# What do you think of Gymboree(classes)?



## sweetfeet (Jan 16, 2003)

Im really wondering where I can take my dd who is 18 months old to meet some other kids her age. We did the park all summer but now its too cold for the park and honestly I worry that she doesnt have any contact with kids her age. Im worried that she is lonely and lacking stimulation that only other kids her age can give her. She has 2 cousins that she sees every once in awhile who are 3 and 7 but the 3yo is a bully to her. Well they are moving to our city next month so Im sure they'll see each other more but I dont want her only playmate to be twice as old and a bully to boot.
Ahh my question..what do you think or know about Gymboree classes? We have a Gymboree a few minutes away and Ive gone by and the kids look like they are having a good time. Is it very structured for kids her age? Did your kids make friendships that lasted outside of the class? Are the people who go there really snooty and cliquish?:LOL
Any ideas for what I can do here? Am I overly worried about nothing? Are friendships important at this age?


----------



## L.J. (Nov 20, 2001)

We did Gymboree and my son really enjoyed it. Every class & every Gymboree would be different -- so, like any group, there are all kinds of people who go. I would also guess, that since "mainstream" is exactly that, you would probably not find as many like-minded parents in a Gymboree class.

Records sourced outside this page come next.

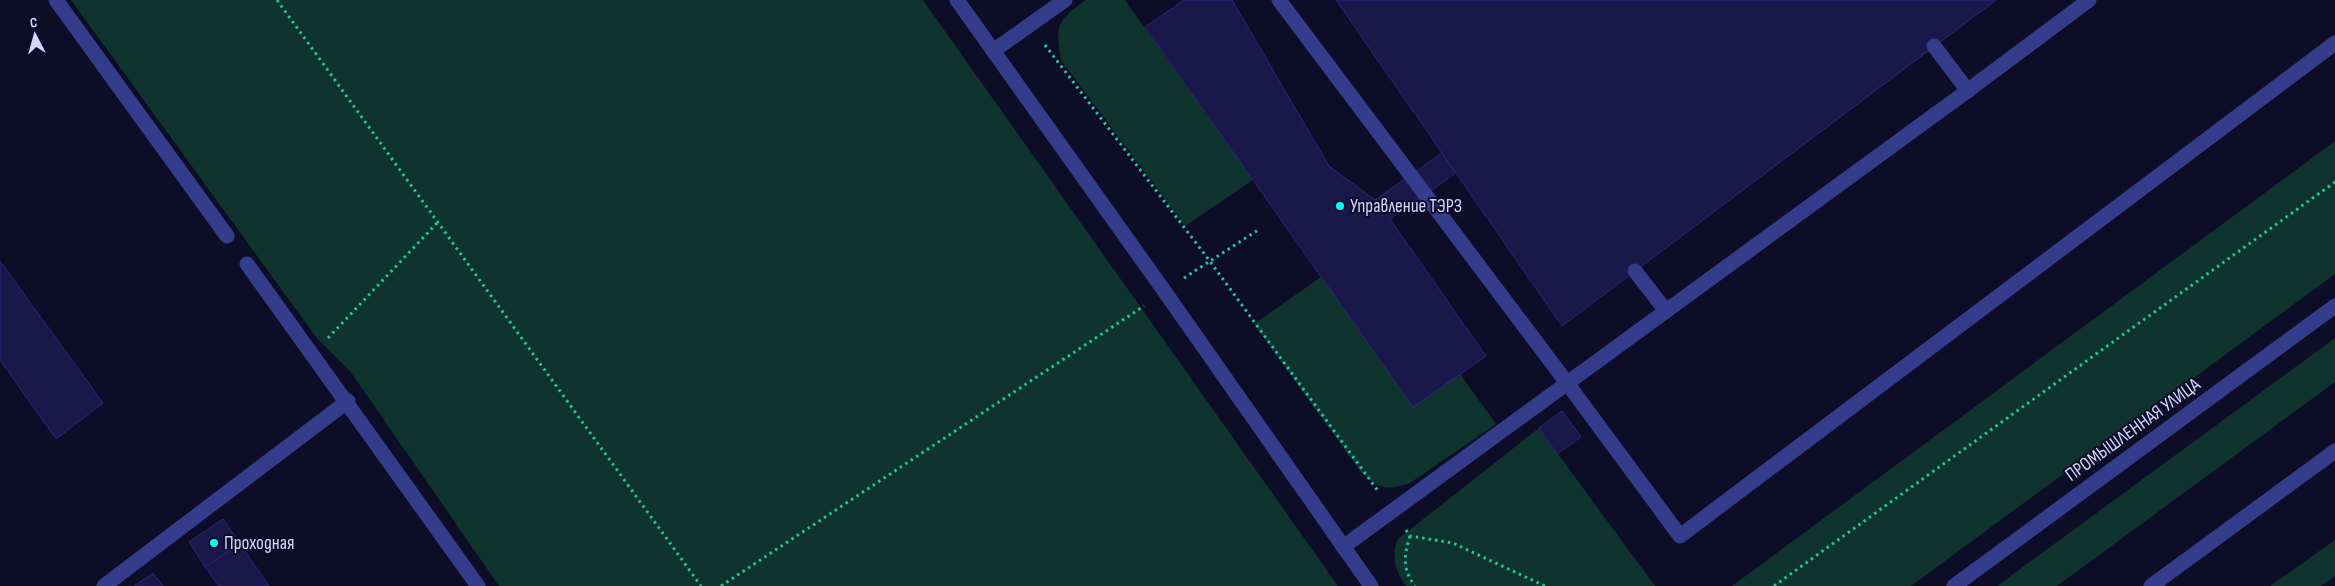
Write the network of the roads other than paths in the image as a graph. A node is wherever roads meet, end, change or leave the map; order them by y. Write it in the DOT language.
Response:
graph roads {
  1 [pos="56,0"];
  2 [pos="957,0"];
  3 [pos="1066,0"];
  4 [pos="1279,0"];
  5 [pos="2089,0"];
  6 [pos="2335,43"];
  7 [pos="1934,46"];
  8 [pos="993,51"];
  9 [pos="1968,91"];
  10 [pos="227,236"];
  11 [pos="248,264"];
  12 [pos="1635,270"];
  13 [pos="2335,306"];
  14 [pos="1666,311"];
  15 [pos="1568,383"];
  16 [pos="348,402"];
  17 [pos="2335,451"];
  18 [pos="1343,547"];
  19 [pos="104,586"];
  20 [pos="478,586"];
  21 [pos="1370,586"];
  22 [pos="1954,586"];
  23 [pos="2151,586"];
  1 -- 10 [label="street"];
  2 -- 8 [label="street"];
  3 -- 8 [label="street"];
  4 -- 15 [label="street"];
  5 -- 9 [label="street"];
  6 -- 15 [label="street"];
  7 -- 9 [label="street"];
  8 -- 18 [label="street"];
  9 -- 14 [label="street"];
  11 -- 16 [label="street"];
  12 -- 14 [label="street"];
  13 -- 22 [label="street, ПРОМЫШЛЕННАЯ УЛИЦА"];
  14 -- 15 [label="street"];
  15 -- 18 [label="street"];
  16 -- 19 [label="street"];
  16 -- 20 [label="street"];
  17 -- 23 [label="street"];
  18 -- 21 [label="street"];
}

As for the friendship thing. My experience is that 18 month olds don't really "make friends" and don't even really "interact" with other kids all that much.

Even in Gymboree, you're kinda doing your own thing and kinda doing some large group things. My son didn't really meet any kids there. I don't think the kids really interacted with each other at all during the class.

It was great place for him to move his body, try new things & get some experience of being in a group, sitting & listening, etc. (Not that he did it very often) but at least he was exposed to it.

If you want to find friends for you child, I would look more for a playgroup where it is the same people in a smaller setting so they are more apt to interact together. If you can't find one, you could start one. A smaller group that is meant for interaction will more likely get the results you are looking for whereas the gymboree is really more about your child doing physical things individually.

Hope I've been helpful.


----------



## LilMamiBella (Nov 13, 2002)

> _Originally posted by L.J._
> *We did Gymboree and my son really enjoyed it. Every class & every Gymboree would be different -- so, like any group, there are all kinds of people who go. I would also guess, that since "mainstream" is exactly that, you would probably not find as many like-minded parents in a Gymboree class.
> 
> As for the friendship thing. My experience is that 18 month olds don't really "make friends" and don't even really "interact" with other kids all that much.
> ...


----------



## mamaroni (Sep 12, 2003)

I take my 17 mo ds to gymboree play and he really likes it. It is mostly unstructured play. And he does like the structure that they do have (a song or two for the intro, then toys and parachute time, bubbles and a few songs at the end) for the most part. . but sometimes he runs off and that's fine too.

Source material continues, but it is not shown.